- Theatrical release poster
- Directed by: Angga Dwimas Sasongko
- Written by: M. Irfan Ramli; Angga Dwimas Sasongko;
- Based on: Nanti Kita Cerita tentang Hari Ini by Marchella FP
- Produced by: Tersi Eva Ranti
- Starring: Sheila Dara Aisha
- Cinematography: Arnand Pratikto
- Edited by: Hendra Adhi Susanto
- Music by: Abel Huray
- Production companies: Visinema Pictures; Legacy Pictures; XRM Media;
- Distributed by: Netflix
- Release date: 2 February 2023 (Indonesia);
- Running time: 106 minutes
- Country: Indonesia
- Language: Indonesian

= A Long Way to Come Home =

2023 drama film

A Long Way to Come Home (Jalan yang Jauh, Jangan Lupa Pulang) is a 2023 Indonesian drama film directed by Angga Dwimas Sasongko and serves as the sequel of 2020 film One Day We'll Talk About Today.

Cast members Sheila Dara Aisha, Rio Dewanto, Rachel Amanda and Donny Damara reprise their roles from the first film, alongside new cast: Jerome Kurnia, Lutesha, and Ganindra Bimo.

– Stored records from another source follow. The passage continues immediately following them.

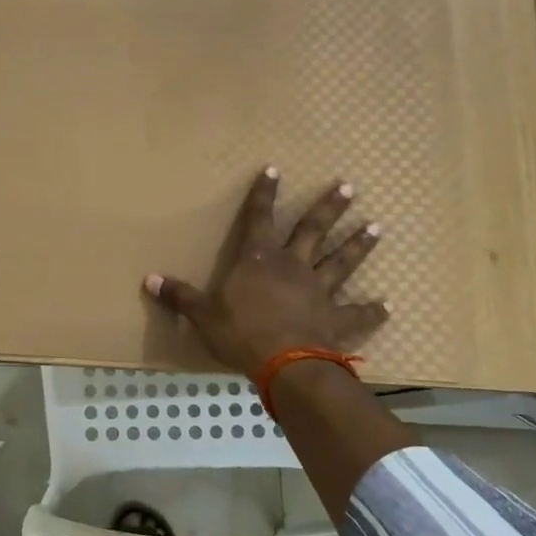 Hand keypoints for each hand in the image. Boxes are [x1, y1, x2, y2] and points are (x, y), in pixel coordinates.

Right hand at [143, 167, 386, 380]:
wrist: (286, 365)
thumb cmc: (241, 334)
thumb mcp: (202, 315)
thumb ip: (180, 296)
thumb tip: (148, 279)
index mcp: (259, 261)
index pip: (259, 218)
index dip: (264, 194)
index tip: (273, 170)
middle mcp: (293, 267)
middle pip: (313, 230)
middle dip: (329, 208)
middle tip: (348, 187)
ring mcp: (320, 292)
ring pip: (342, 262)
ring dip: (358, 245)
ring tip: (377, 227)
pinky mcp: (337, 320)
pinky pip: (357, 314)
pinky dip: (372, 311)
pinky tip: (387, 306) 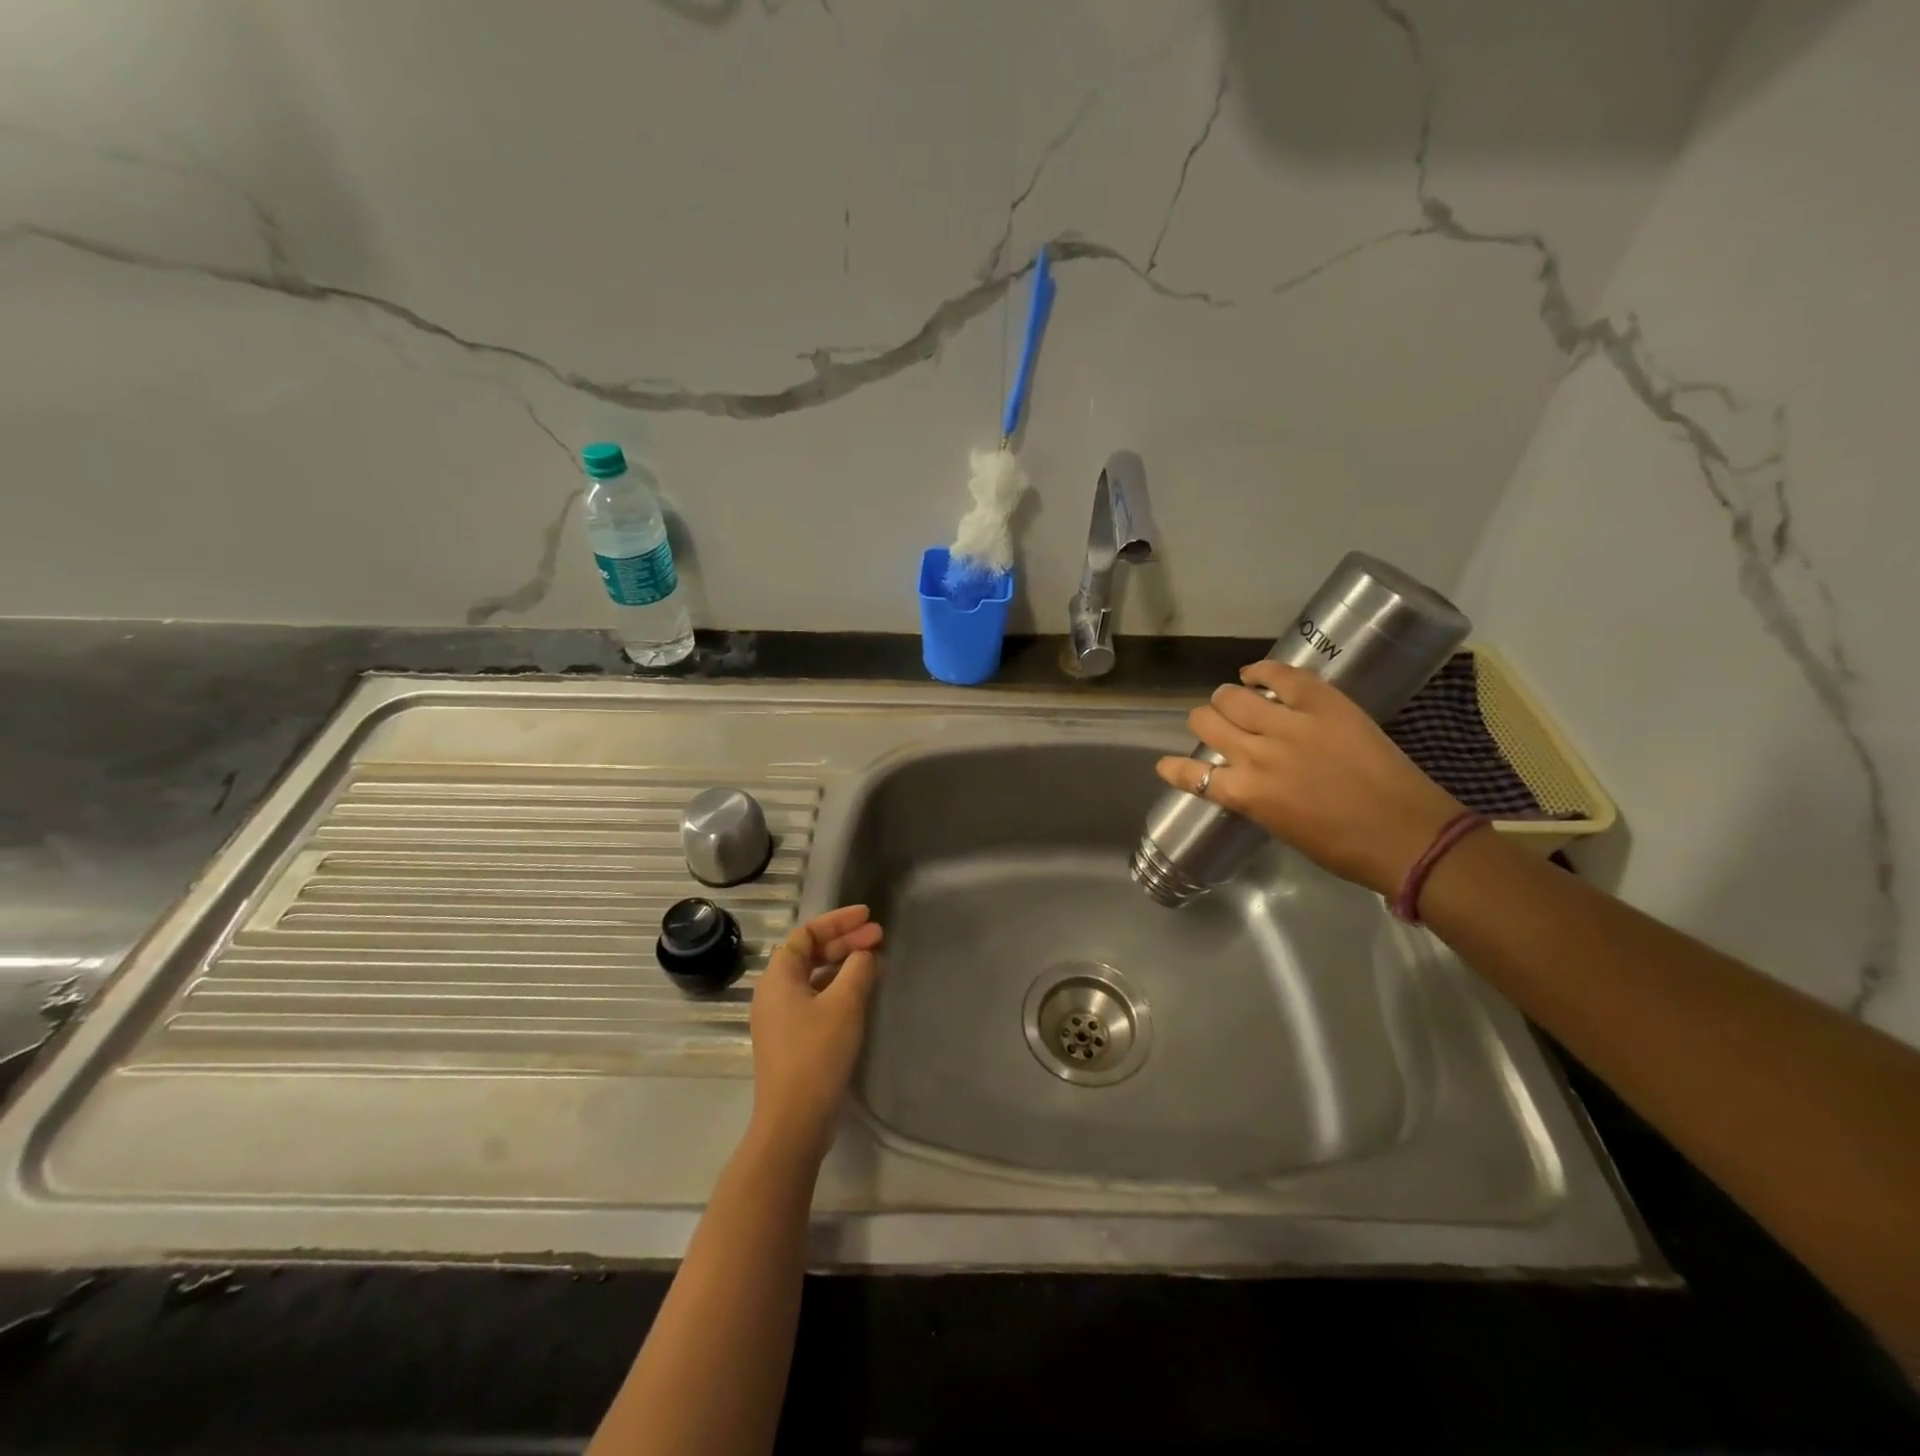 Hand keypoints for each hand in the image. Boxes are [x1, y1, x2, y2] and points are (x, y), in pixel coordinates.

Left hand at [746, 904, 884, 1166]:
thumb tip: (865, 953)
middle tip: (879, 937)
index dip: (838, 920)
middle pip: (809, 953)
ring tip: (874, 961)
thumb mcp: (844, 1004)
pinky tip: (861, 993)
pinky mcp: (790, 1040)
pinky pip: (815, 999)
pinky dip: (838, 988)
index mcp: (778, 977)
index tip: (868, 916)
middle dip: (845, 942)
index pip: (807, 933)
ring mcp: (780, 1018)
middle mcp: (773, 992)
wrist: (794, 1120)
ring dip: (843, 964)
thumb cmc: (817, 1053)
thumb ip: (858, 969)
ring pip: (813, 977)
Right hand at [1155, 661, 1466, 897]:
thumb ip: (1253, 798)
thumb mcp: (1281, 828)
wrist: (1409, 835)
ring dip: (1226, 699)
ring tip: (1236, 701)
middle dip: (1204, 723)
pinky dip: (1261, 671)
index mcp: (1245, 794)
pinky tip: (1254, 674)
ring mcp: (1290, 726)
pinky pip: (1281, 676)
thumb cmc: (1344, 848)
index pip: (1190, 773)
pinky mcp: (1323, 704)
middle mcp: (1257, 755)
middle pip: (1206, 722)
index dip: (1174, 767)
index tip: (1169, 765)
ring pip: (1232, 696)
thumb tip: (1242, 779)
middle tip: (1217, 726) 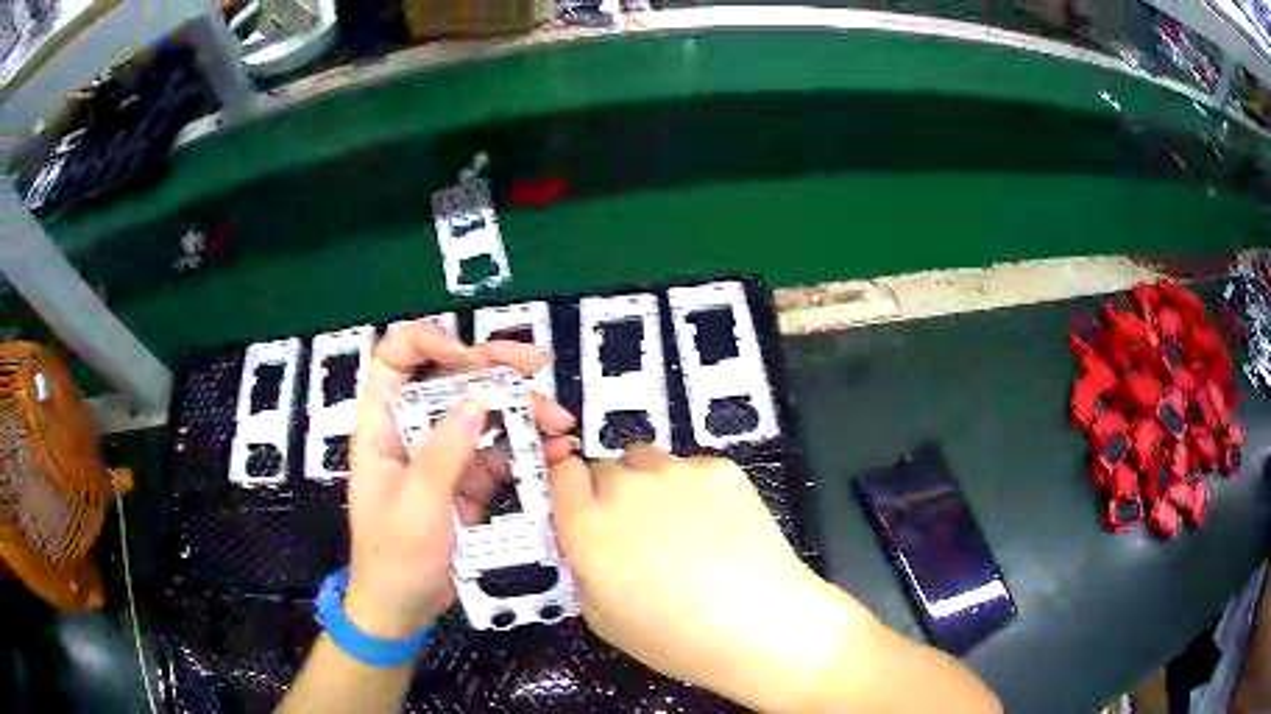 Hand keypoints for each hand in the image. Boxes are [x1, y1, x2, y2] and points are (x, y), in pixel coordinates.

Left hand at [343, 322, 576, 640]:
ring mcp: (441, 456)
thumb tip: (479, 398)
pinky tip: (556, 455)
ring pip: (481, 415)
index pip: (395, 358)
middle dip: (494, 368)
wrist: (403, 610)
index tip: (470, 357)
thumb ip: (445, 451)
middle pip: (449, 378)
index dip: (429, 342)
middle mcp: (411, 431)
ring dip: (522, 412)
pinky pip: (498, 455)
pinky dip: (527, 451)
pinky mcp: (465, 482)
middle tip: (539, 365)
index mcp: (382, 426)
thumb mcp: (418, 505)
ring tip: (561, 423)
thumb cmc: (395, 558)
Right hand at [549, 445, 877, 710]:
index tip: (583, 511)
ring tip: (680, 525)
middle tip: (637, 531)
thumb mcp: (601, 616)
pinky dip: (695, 489)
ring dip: (650, 485)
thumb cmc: (673, 637)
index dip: (572, 492)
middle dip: (611, 494)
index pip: (562, 475)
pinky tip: (717, 525)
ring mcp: (676, 472)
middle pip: (605, 468)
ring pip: (647, 461)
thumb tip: (587, 543)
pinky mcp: (719, 468)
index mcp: (586, 525)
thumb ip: (583, 566)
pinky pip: (692, 468)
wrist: (759, 626)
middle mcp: (625, 487) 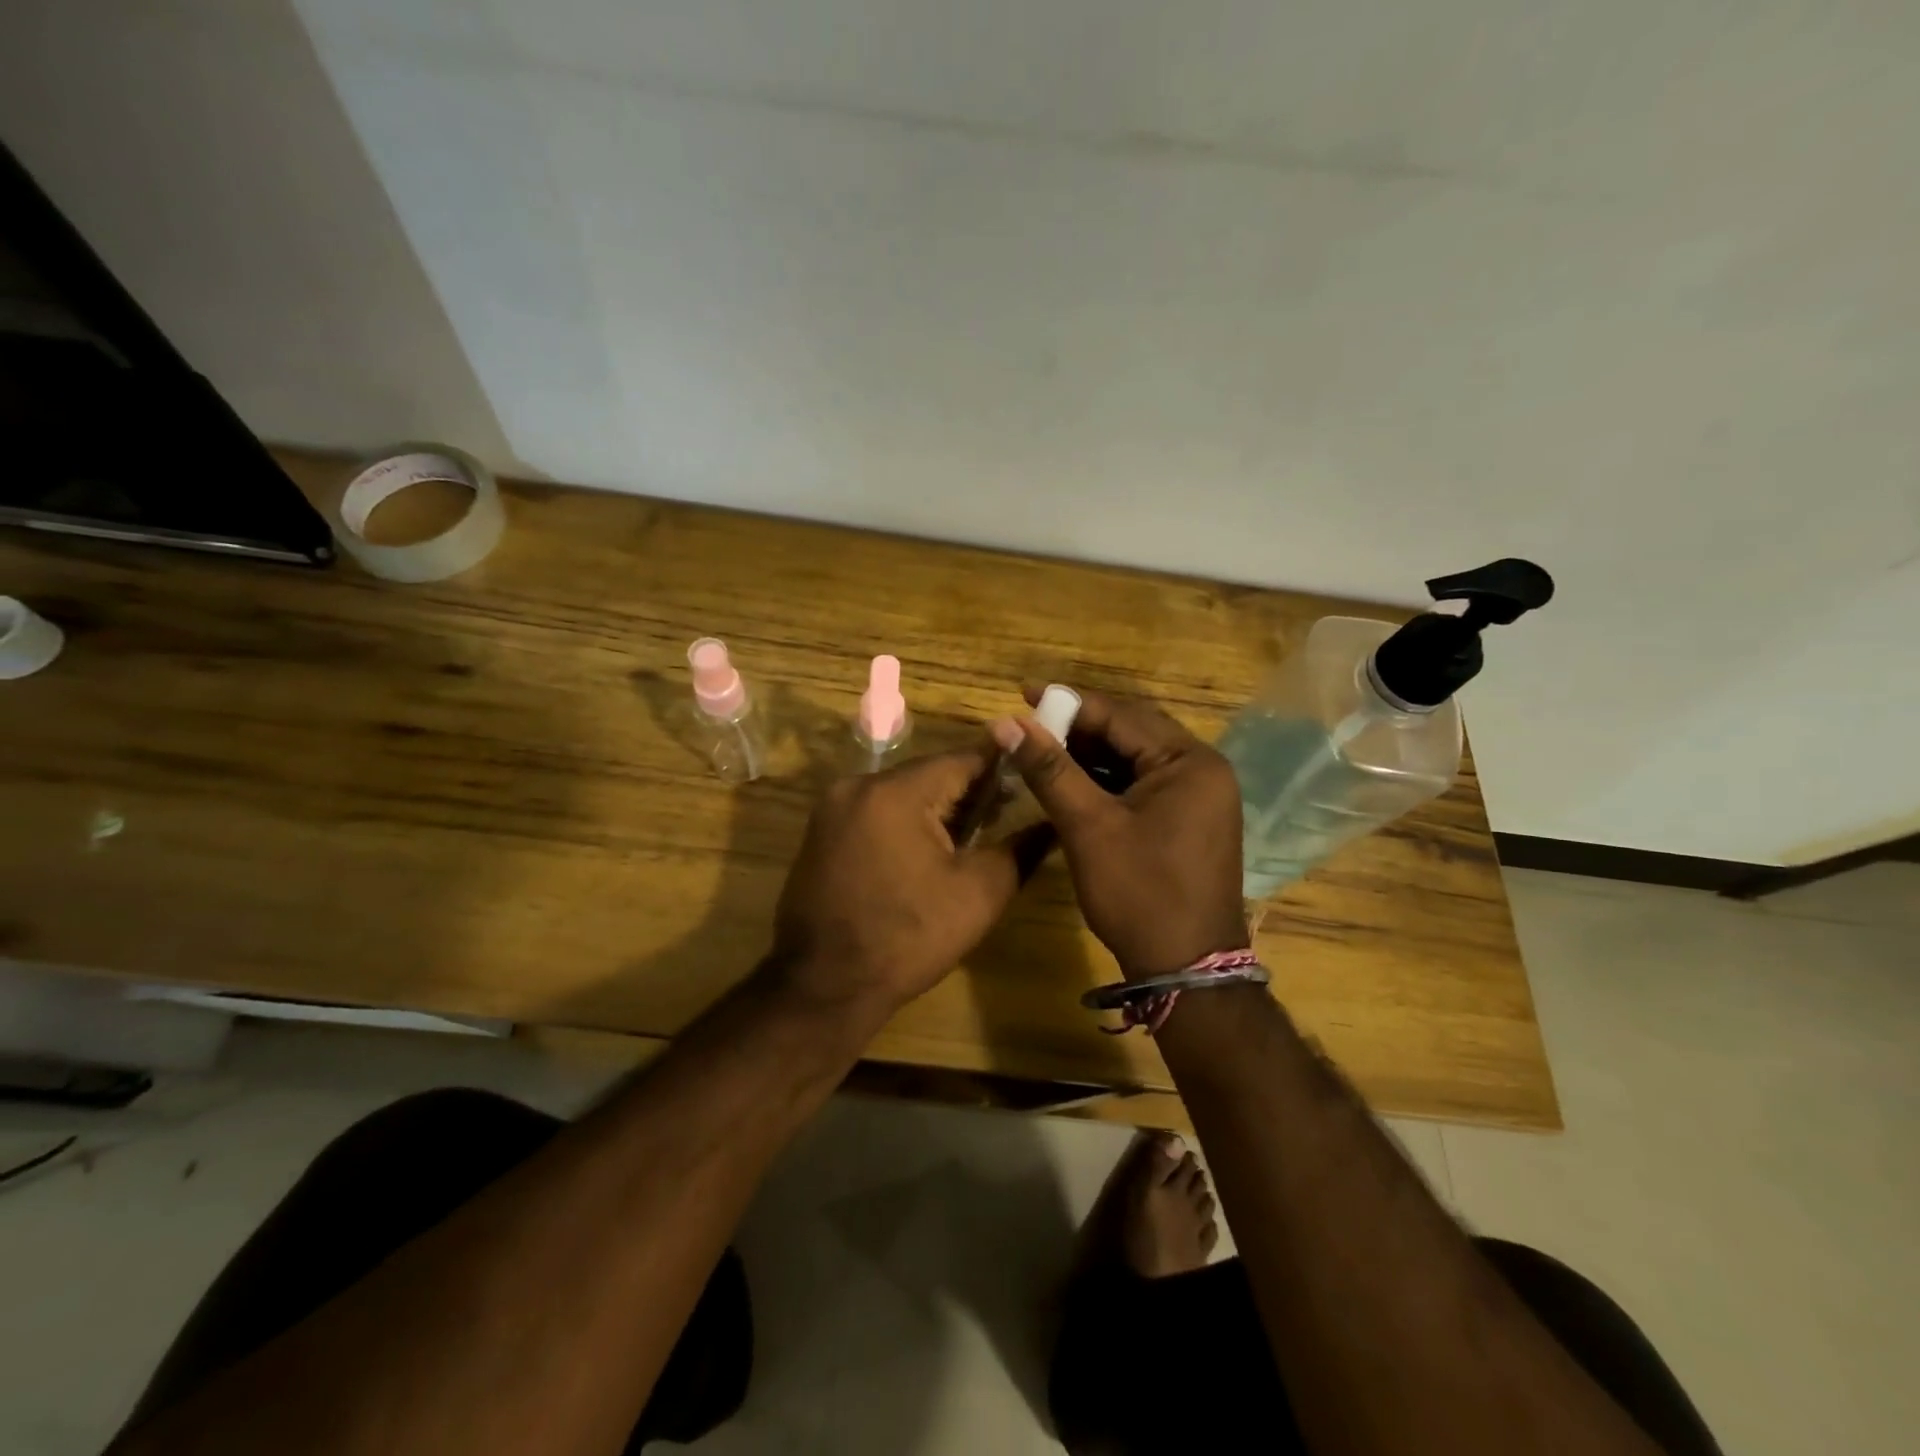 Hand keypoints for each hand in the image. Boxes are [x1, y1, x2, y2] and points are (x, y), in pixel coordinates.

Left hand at [769, 748, 1027, 1026]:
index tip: (1031, 781)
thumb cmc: (908, 939)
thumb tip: (1052, 824)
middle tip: (1006, 815)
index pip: (962, 759)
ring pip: (902, 792)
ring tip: (972, 836)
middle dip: (968, 792)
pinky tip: (927, 851)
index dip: (1001, 768)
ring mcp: (833, 808)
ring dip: (937, 808)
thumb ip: (1020, 850)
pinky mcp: (822, 831)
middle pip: (929, 774)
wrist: (824, 986)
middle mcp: (858, 785)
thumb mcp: (978, 894)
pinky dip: (905, 822)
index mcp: (895, 792)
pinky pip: (876, 811)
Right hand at [993, 687, 1248, 976]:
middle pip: (1131, 732)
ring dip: (1089, 754)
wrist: (1186, 970)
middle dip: (1078, 727)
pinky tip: (1069, 781)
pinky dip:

The film follows the life of Aurora after moving to London to pursue her study.

The film was theatrically released in Indonesia on 2 February 2023. It received four nominations at the 2023 Indonesian Film Festival.

==Premise==
During her studies in London, Aurora finds obstacles after dating a mentally abusive man and struggling with her studies.

==Cast==
- Sheila Dara Aisha as Aurora Narendra Putri, the middle child
- Jerome Kurnia as Rikitrong "Kit" Wagner, Aurora's best friend
- Lutesha as Ani Suryani / Honey, Aurora's best friend
- Rio Dewanto as Angkasa Narendra Putra, the eldest child
- Rachel Amanda as Awan Narendra Putri, the youngest child
- Ganindra Bimo as Jem, Aurora's mentally abusive boyfriend
- Donny Damara as Narendra

==Production==
The project was first announced during a press conference on 24 November 2022, along with the cast announcement.

Principal photography took place in London and Jakarta.

==Release==
A Long Way to Come Home was theatrically released in Indonesian on 2 February 2023. The film garnered 863,404 admissions during its theatrical run. Netflix acquired the film's distribution, releasing it on 1 June 2023. It also was released in Malaysian theatres on 9 February 2023.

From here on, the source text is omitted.